Mortgage meltdown in Russia
Varvara Aslapovskaya used to live in the Southern Urals city of Magnitogorsk. Hoping for wider opportunities, her entire family decided to swap a 3-room apartment in their home town for a 2-room flat on the outskirts of Moscow.
Despite downsizing in space, they needed to upsize their outlays – burdening themselves with a mortgage. They were looking to the future with optimism until the crisis bubbled to the surface.
“Back then, it seemed best to take a mortgage in dollars. But then the rouble rate slumped, and in January we practically had to pay twice as much. At the same time, employers started cutting wages. Now almost all of our money goes to pay the loan,” Varvara related.
Affordable housing has been an elusive goal in Russia for generations.
But with the prices for real estate sometimes even exceeding 10 thousand dollars per square meter, for many like Varvara. a mortgage is the only hope.
As people's incomes plunged, many simply stopped paying what was due. Bankers say even now attempts to retrieve their money through courts don’t bring any results.
“The problem is that judges are now turning down cases against non-payers. I believe that it's the government trying to protect those who fell victim of the crisis. It's understandable, but it cannot work that way,” noted Anatoliy Aksakov, the President of Regional Banks of Russia.
Some of the experts are now claiming it's the banks themselves that are at fault. For example, Aleksander Treshev, an EU lawyers’ chamber representative in Russia said:
“The banks have been giving out loans to all who asked for it, without checking their credibility. And now they often don't even try to find a solution that would suit everyone – they simply sell the debts to the collector agencies that usually blackmail people.”
Recently, the government proposed to ease the burden for unsustainable debtors by calling on the banks to restructure or, in other words, delay loan payments.
There are no official numbers on how many have decided to try this option, but one of the Russian newspapers claims 52% of them were declined by the banks. And in some cases, the debtors saw it as too costly.
“I also went to the bank to restructure my mortgage into roubles. But the prices they offered were simply way too high for me,” Varvara said.

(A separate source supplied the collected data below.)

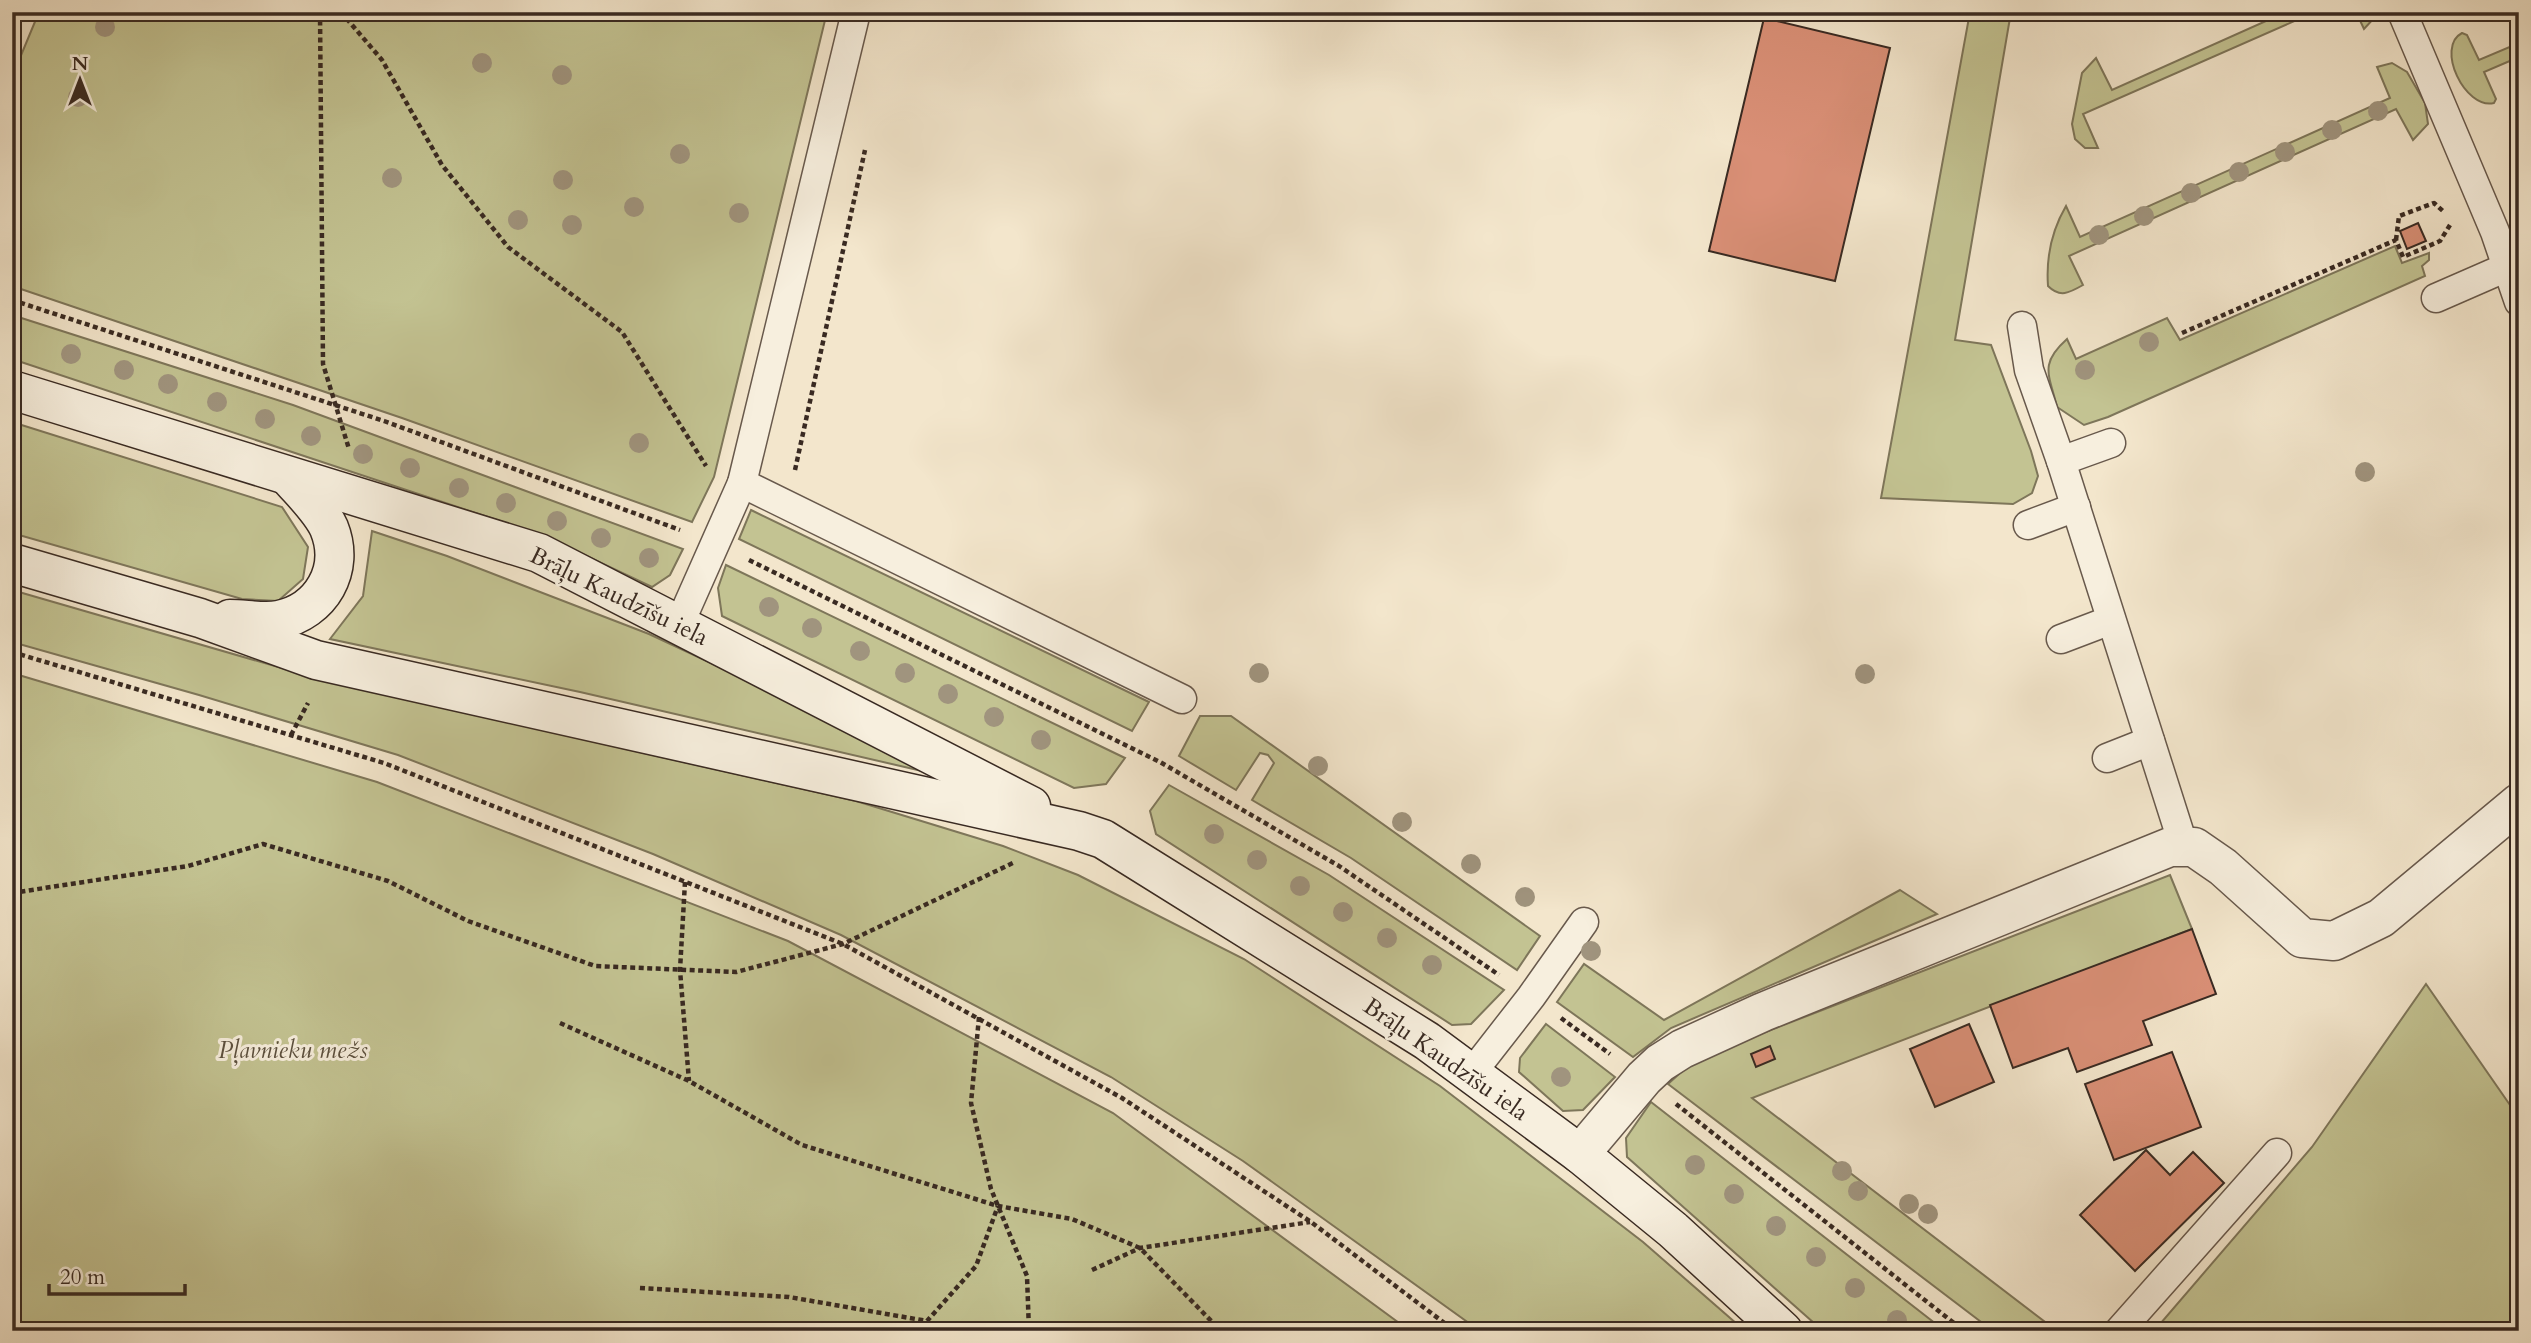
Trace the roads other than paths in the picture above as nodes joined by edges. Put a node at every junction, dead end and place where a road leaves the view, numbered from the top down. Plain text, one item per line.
1 (856, 12) edge
2 (2402, 12) edge
3 (2507, 267) junction
4 (2436, 298) dead end
5 (2519, 302) edge
6 (2022, 326) dead end
7 (12, 390) edge
8 (2111, 443) dead end
9 (2061, 461) junction
10 (289, 477) junction
11 (742, 483) junction
12 (2076, 507) junction
13 (2028, 525) dead end
14 (12, 564) edge
15 (200, 618) junction
16 (2111, 620) junction
17 (679, 625) junction
18 (2061, 639) dead end
19 (1182, 698) dead end
20 (2150, 741) junction
21 (2107, 758) dead end
22 (2519, 803) edge
23 (1079, 831) junction
24 (2184, 847) junction
25 (1584, 922) dead end
26 (1471, 1074) junction
27 (2277, 1153) dead end
28 (1580, 1154) junction
29 (1783, 1331) edge
30 (2119, 1331) edge

1 - 11 lane
2 - 3 lane
3 - 4 lane
3 - 5 lane
6 - 9 lane
7 - 10 street, Brāļu Kaudzīšu iela
8 - 9 lane
9 - 12 lane
10 - 15 street
10 - 17 street, Brāļu Kaudzīšu iela
11 - 17 lane
11 - 19 lane
12 - 13 lane
12 - 16 lane
14 - 15 street, Brāļu Kaudzīšu iela
15 - 23 street, Brāļu Kaudzīšu iela
16 - 18 lane
16 - 20 lane
17 - 23 street, Brāļu Kaudzīšu iela
20 - 21 lane
20 - 24 lane
22 - 24 street
23 - 26 street, Brāļu Kaudzīšu iela
24 - 28 street
25 - 26 lane
26 - 28 street, Brāļu Kaudzīšu iela
27 - 30 lane
28 - 29 street, Brāļu Kaudzīšu iela

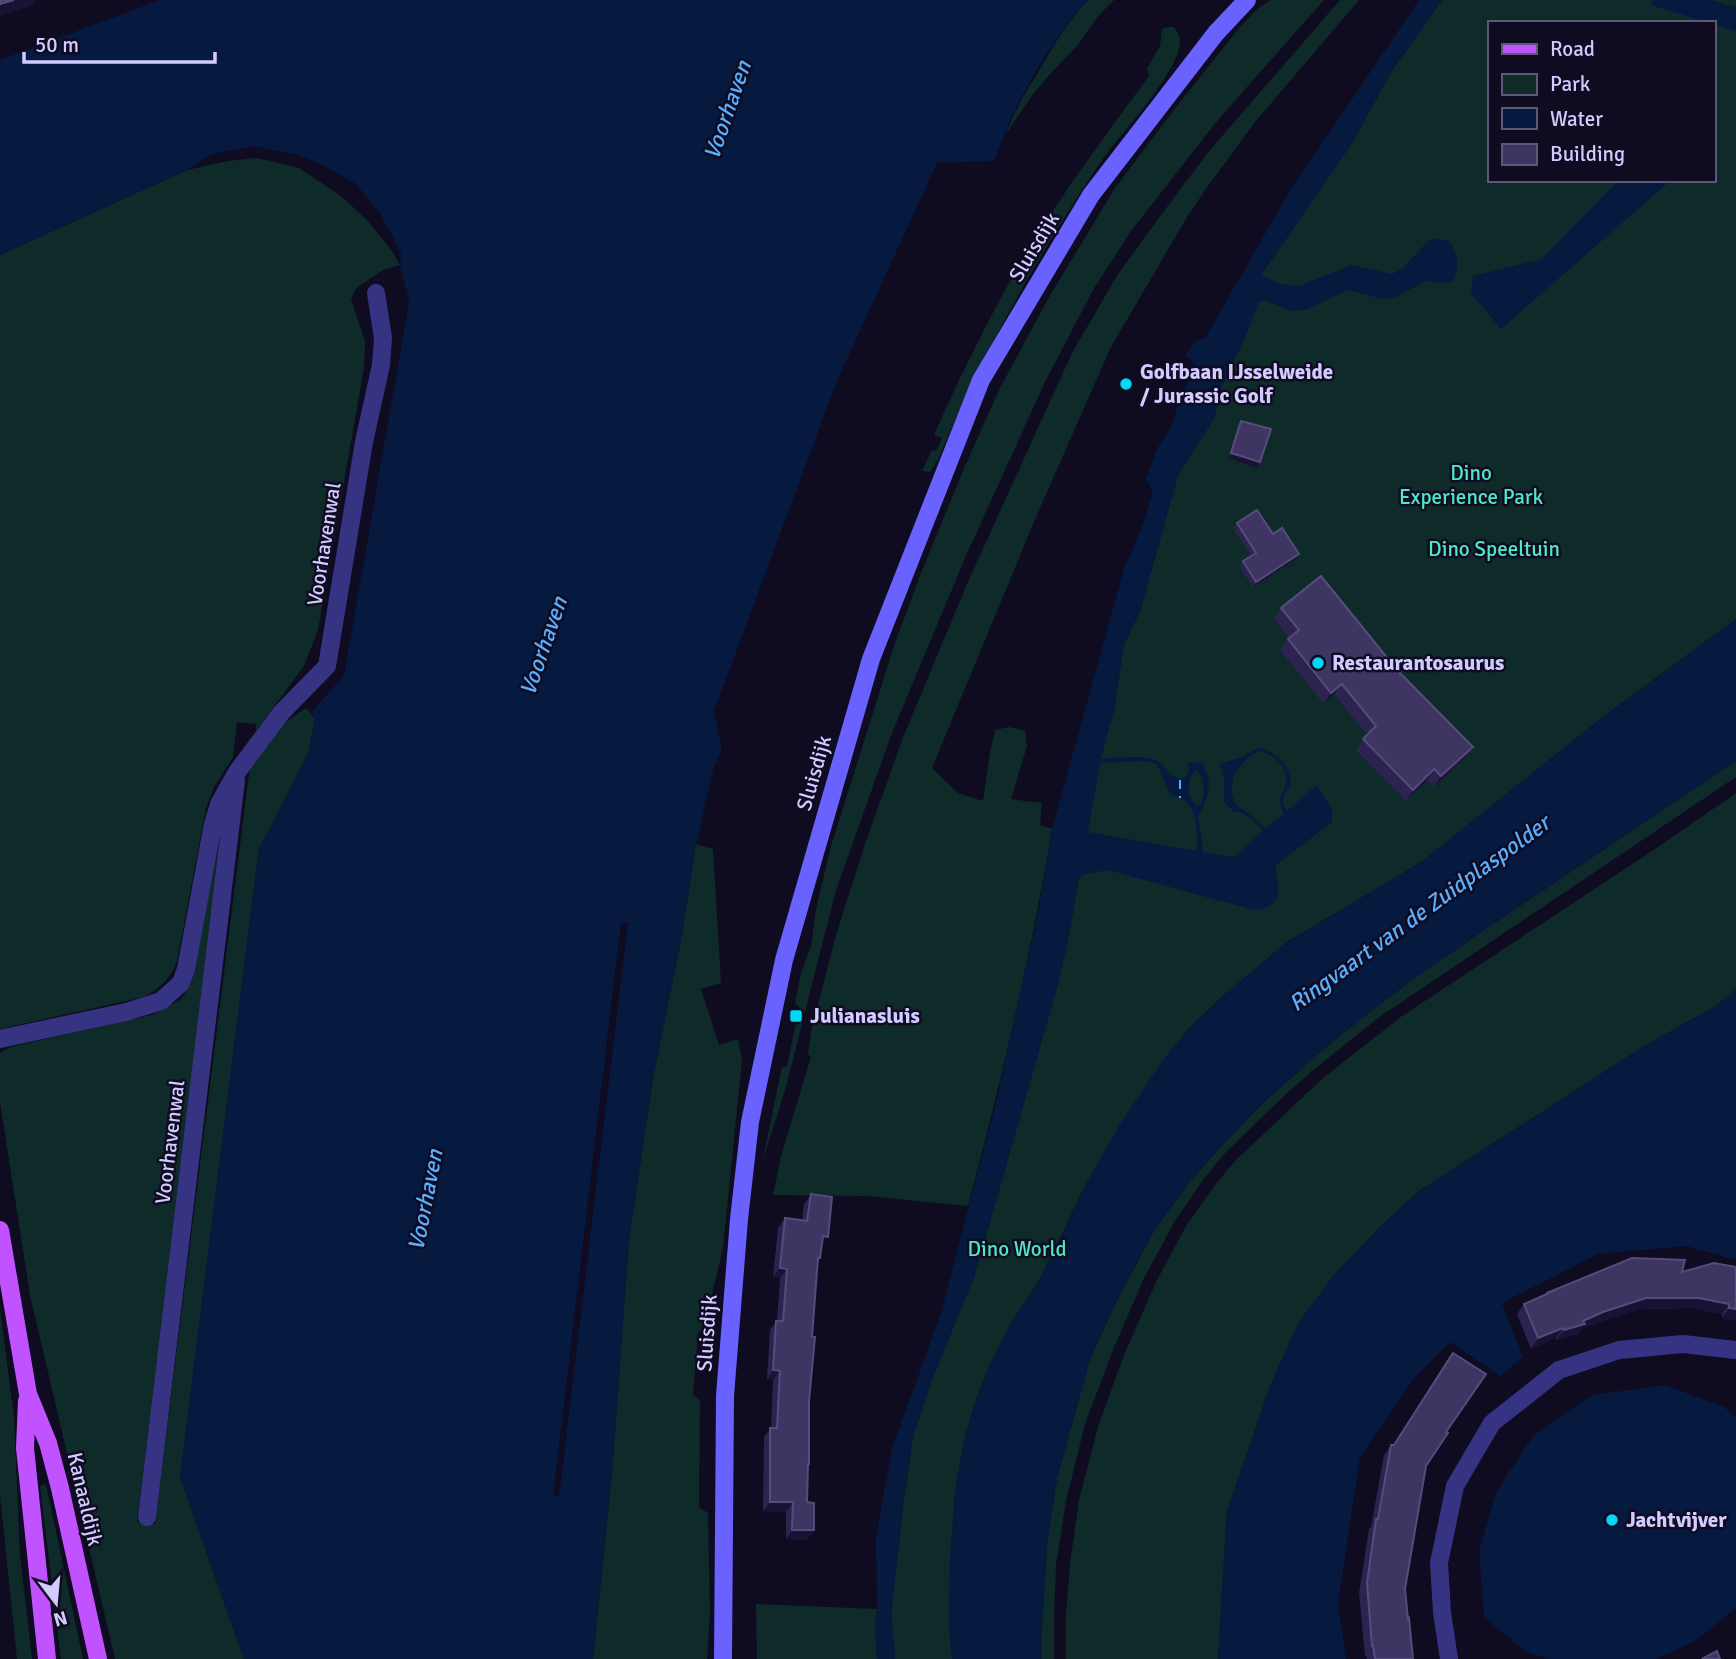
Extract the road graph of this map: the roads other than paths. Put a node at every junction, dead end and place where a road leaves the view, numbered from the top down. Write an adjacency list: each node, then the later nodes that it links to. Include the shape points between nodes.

According to the central Bank last year, the number of unpaid loans and mortgages rose 15 times over, while the overall debt increased 63 percent. And this may still be far from the limit.
Striving for a better life in the expectation of financial stability, thousands of families acquired bank loans to buy their new homes. But the current crisis has turned into a disaster for both banks and borrowers. And it seems that so far, the solution to the problem is nowhere on the horizon.